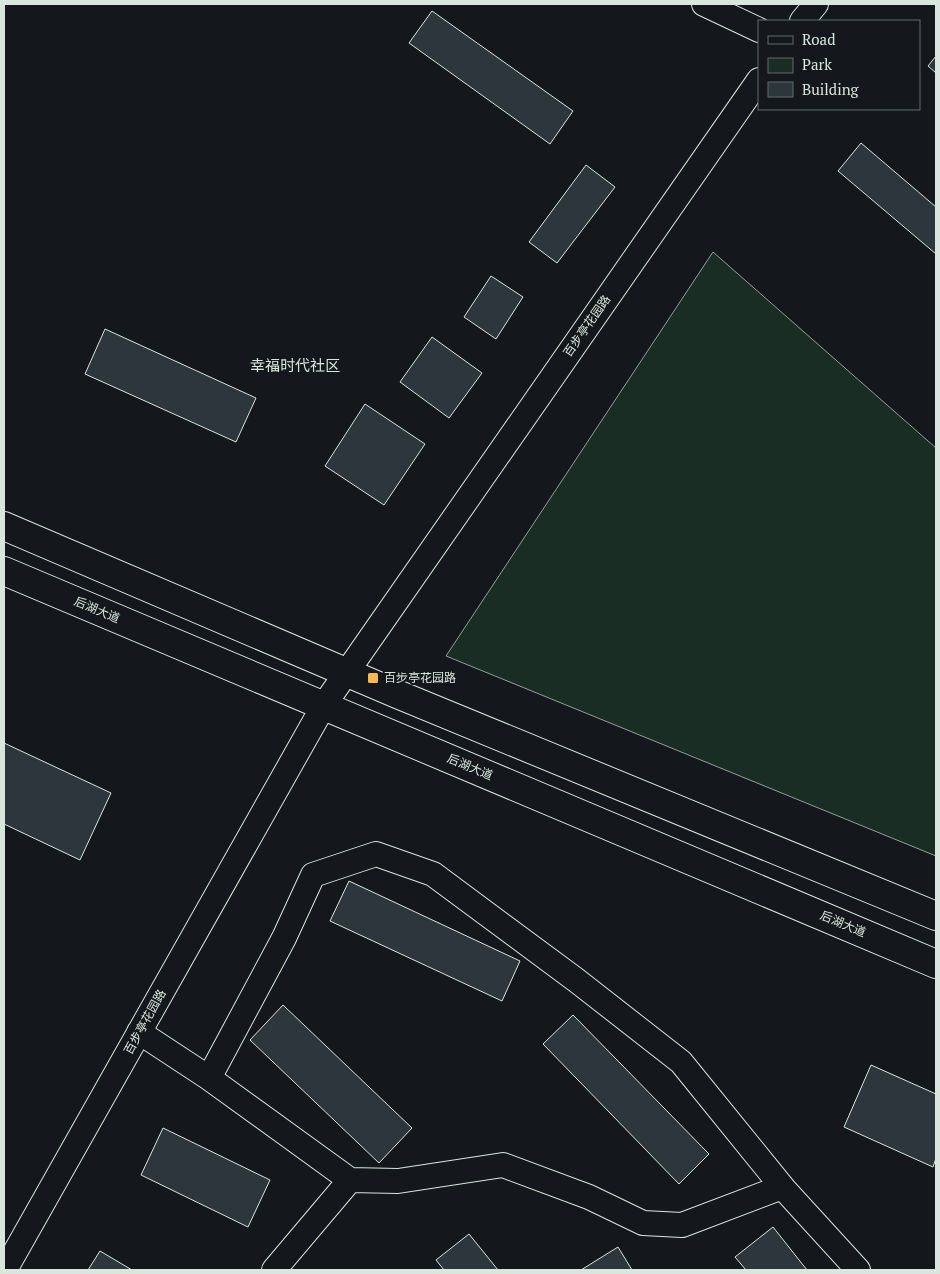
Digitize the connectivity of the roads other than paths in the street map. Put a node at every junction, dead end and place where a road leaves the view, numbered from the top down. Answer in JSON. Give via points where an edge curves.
{"nodes":[{"id":1,"x":704,"y":4,"type":"edge"},
{"id":2,"x":816,"y":4,"type":"edge"},
{"id":3,"x":803,"y":20,"type":"edge"},
{"id":4,"x":758,"y":30,"type":"edge"},
{"id":5,"x":758,"y":81,"type":"edge"},
{"id":6,"x":4,"y":526,"type":"edge"},
{"id":7,"x":4,"y":571,"type":"edge"},
{"id":8,"x":347,"y":673,"type":"junction"},
{"id":9,"x":324,"y":705,"type":"junction"},
{"id":10,"x":936,"y":916,"type":"edge"},
{"id":11,"x":936,"y":964,"type":"edge"},
{"id":12,"x":139,"y":1032,"type":"junction"},
{"id":13,"x":209,"y":1078,"type":"junction"},
{"id":14,"x":350,"y":1180,"type":"junction"},
{"id":15,"x":782,"y":1186,"type":"junction"},
{"id":16,"x":7,"y":1262,"type":"edge"},
{"id":17,"x":274,"y":1270,"type":"edge"},
{"id":18,"x":858,"y":1270,"type":"edge"}],
"edges":[{"from":1,"to":4,"type":"street"},
{"from":2,"to":3,"type":"street"},
{"from":5,"to":8,"type":"street","name":"百步亭花园路"},
{"from":6,"to":8,"type":"main road"},
{"from":7,"to":9,"type":"main road","name":"后湖大道"},
{"from":8,"to":9,"type":"street","name":"百步亭花园路"},
{"from":8,"to":10,"type":"main road"},
{"from":9,"to":11,"type":"main road","name":"后湖大道"},
{"from":9,"to":12,"type":"street","name":"百步亭花园路"},
{"from":12,"to":13,"type":"street"},
{"from":12,"to":16,"type":"street","name":"百步亭花园路"},
{"from":13,"to":14,"type":"street"},
{"from":13,"to":15,"type":"street","via":[[284,938],[313,875],[376,854],[433,874],[681,1062]]},
{"from":14,"to":15,"type":"street","via":[[398,1181],[503,1165],[589,1197],[643,1223],[682,1226]]},
{"from":14,"to":17,"type":"street"},
{"from":15,"to":18,"type":"street"}]}
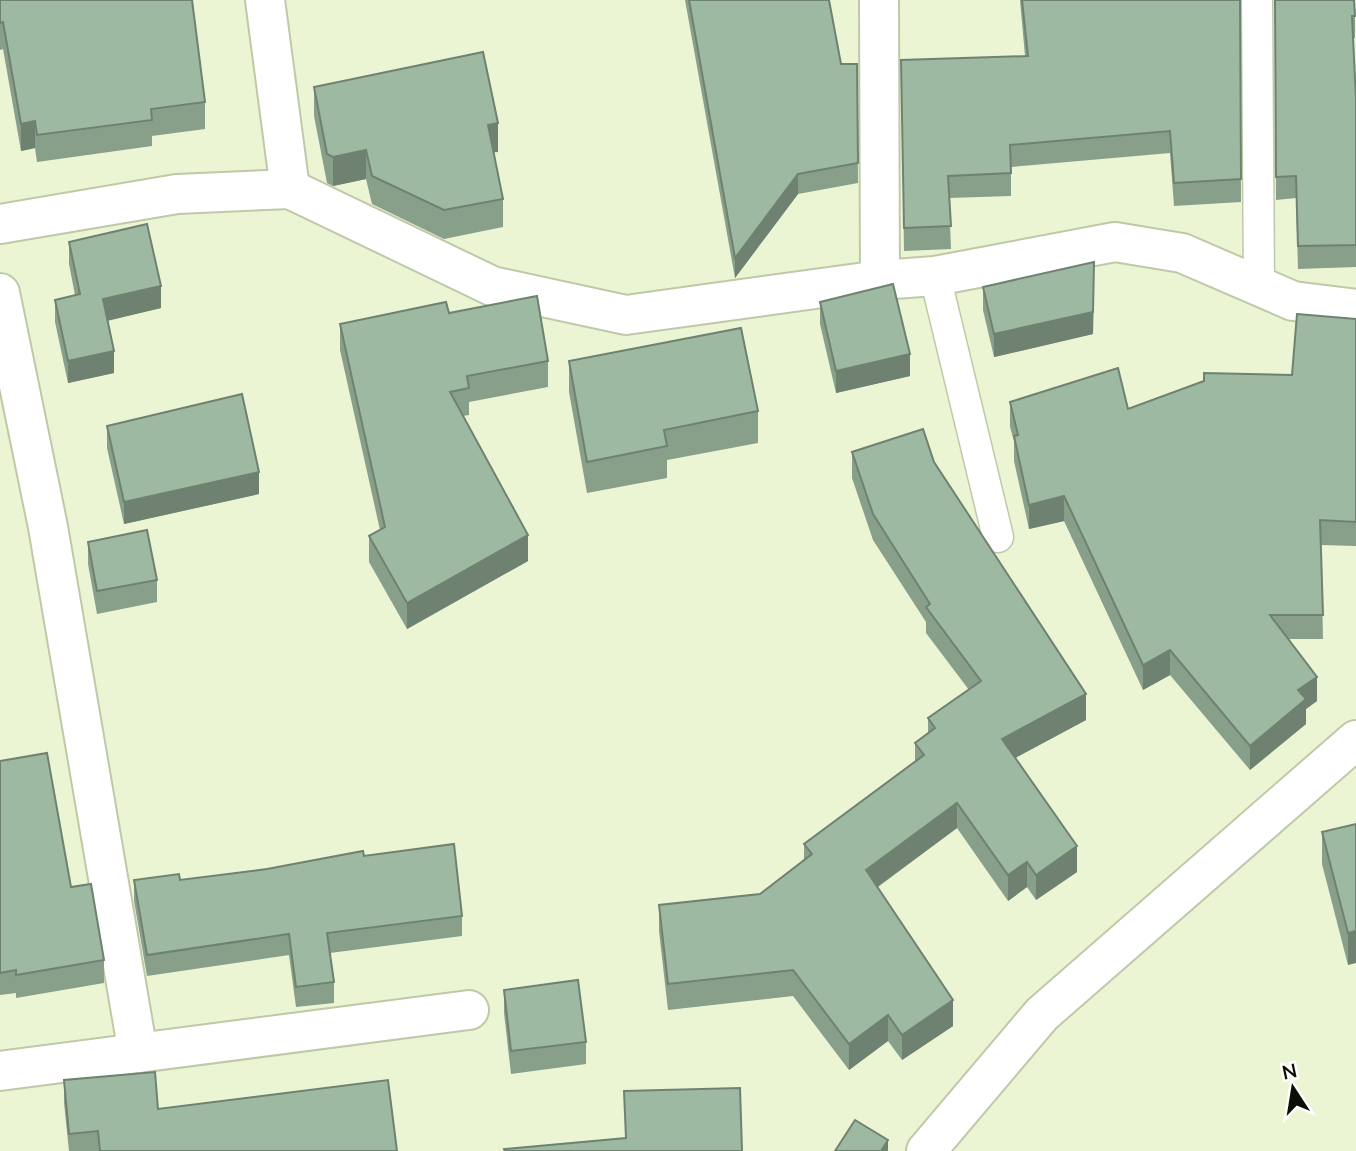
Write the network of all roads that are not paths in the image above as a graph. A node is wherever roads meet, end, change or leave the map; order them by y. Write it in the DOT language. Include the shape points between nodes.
graph roads {
  1 [pos="265,0"];
  2 [pos="879,0"];
  3 [pos="1257,0"];
  4 [pos="290,190"];
  5 [pos="0,224"];
  6 [pos="935,276"];
  7 [pos="880,280"];
  8 [pos="1259,287"];
  9 [pos="0,293"];
  10 [pos="1356,309"];
  11 [pos="998,537"];
  12 [pos="1356,740"];
  13 [pos="468,1010"];
  14 [pos="138,1053"];
  15 [pos="0,1071"];
  16 [pos="926,1151"];
  1 -- 4 [label="street"];
  2 -- 7 [label="street"];
  3 -- 8 [label="lane"];
  4 -- 5 [label="street" via="177,194"];
  4 -- 7 [label="street" via="492,286 626,315"];
  6 -- 7 [label="street"];
  6 -- 8 [label="street" via="1115,242 1182,253"];
  6 -- 11 [label="lane"];
  8 -- 10 [label="street" via="1293,300"];
  9 -- 14 [label="street" via="50,540"];
  12 -- 16 [label="street" via="1042,1014"];
  13 -- 14 [label="street"];
  14 -- 15 [label="street"];
}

◇ ◇ ◇

* WORK TASK: Produce the full material again verbatim, with the pictures dropped.

* YOUR RESPONSE:
Digitize the connectivity of the roads other than paths in the street map. Put a node at every junction, dead end and place where a road leaves the view, numbered from the top down. Answer in JSON. Give via points where an edge curves.
{"nodes":[{"id":1,"x":704,"y":4,"type":"edge"},
{"id":2,"x":816,"y":4,"type":"edge"},
{"id":3,"x":803,"y":20,"type":"edge"},
{"id":4,"x":758,"y":30,"type":"edge"},
{"id":5,"x":758,"y":81,"type":"edge"},
{"id":6,"x":4,"y":526,"type":"edge"},
{"id":7,"x":4,"y":571,"type":"edge"},
{"id":8,"x":347,"y":673,"type":"junction"},
{"id":9,"x":324,"y":705,"type":"junction"},
{"id":10,"x":936,"y":916,"type":"edge"},
{"id":11,"x":936,"y":964,"type":"edge"},
{"id":12,"x":139,"y":1032,"type":"junction"},
{"id":13,"x":209,"y":1078,"type":"junction"},
{"id":14,"x":350,"y":1180,"type":"junction"},
{"id":15,"x":782,"y":1186,"type":"junction"},
{"id":16,"x":7,"y":1262,"type":"edge"},
{"id":17,"x":274,"y":1270,"type":"edge"},
{"id":18,"x":858,"y":1270,"type":"edge"}],
"edges":[{"from":1,"to":4,"type":"street"},
{"from":2,"to":3,"type":"street"},
{"from":5,"to":8,"type":"street","name":"百步亭花园路"},
{"from":6,"to":8,"type":"main road"},
{"from":7,"to":9,"type":"main road","name":"后湖大道"},
{"from":8,"to":9,"type":"street","name":"百步亭花园路"},
{"from":8,"to":10,"type":"main road"},
{"from":9,"to":11,"type":"main road","name":"后湖大道"},
{"from":9,"to":12,"type":"street","name":"百步亭花园路"},
{"from":12,"to":13,"type":"street"},
{"from":12,"to":16,"type":"street","name":"百步亭花园路"},
{"from":13,"to":14,"type":"street"},
{"from":13,"to":15,"type":"street","via":[[284,938],[313,875],[376,854],[433,874],[681,1062]]},
{"from":14,"to":15,"type":"street","via":[[398,1181],[503,1165],[589,1197],[643,1223],[682,1226]]},
{"from":14,"to":17,"type":"street"},
{"from":15,"to":18,"type":"street"}]}
Write the network of all roads that are not paths in the image above as a graph. A node is wherever roads meet, end, change or leave the map; order them by y. Write it in the DOT language. Include the shape points between nodes.
graph roads {
  1 [pos="265,0"];
  2 [pos="879,0"];
  3 [pos="1257,0"];
  4 [pos="290,190"];
  5 [pos="0,224"];
  6 [pos="935,276"];
  7 [pos="880,280"];
  8 [pos="1259,287"];
  9 [pos="0,293"];
  10 [pos="1356,309"];
  11 [pos="998,537"];
  12 [pos="1356,740"];
  13 [pos="468,1010"];
  14 [pos="138,1053"];
  15 [pos="0,1071"];
  16 [pos="926,1151"];
  1 -- 4 [label="street"];
  2 -- 7 [label="street"];
  3 -- 8 [label="lane"];
  4 -- 5 [label="street" via="177,194"];
  4 -- 7 [label="street" via="492,286 626,315"];
  6 -- 7 [label="street"];
  6 -- 8 [label="street" via="1115,242 1182,253"];
  6 -- 11 [label="lane"];
  8 -- 10 [label="street" via="1293,300"];
  9 -- 14 [label="street" via="50,540"];
  12 -- 16 [label="street" via="1042,1014"];
  13 -- 14 [label="street"];
  14 -- 15 [label="street"];
}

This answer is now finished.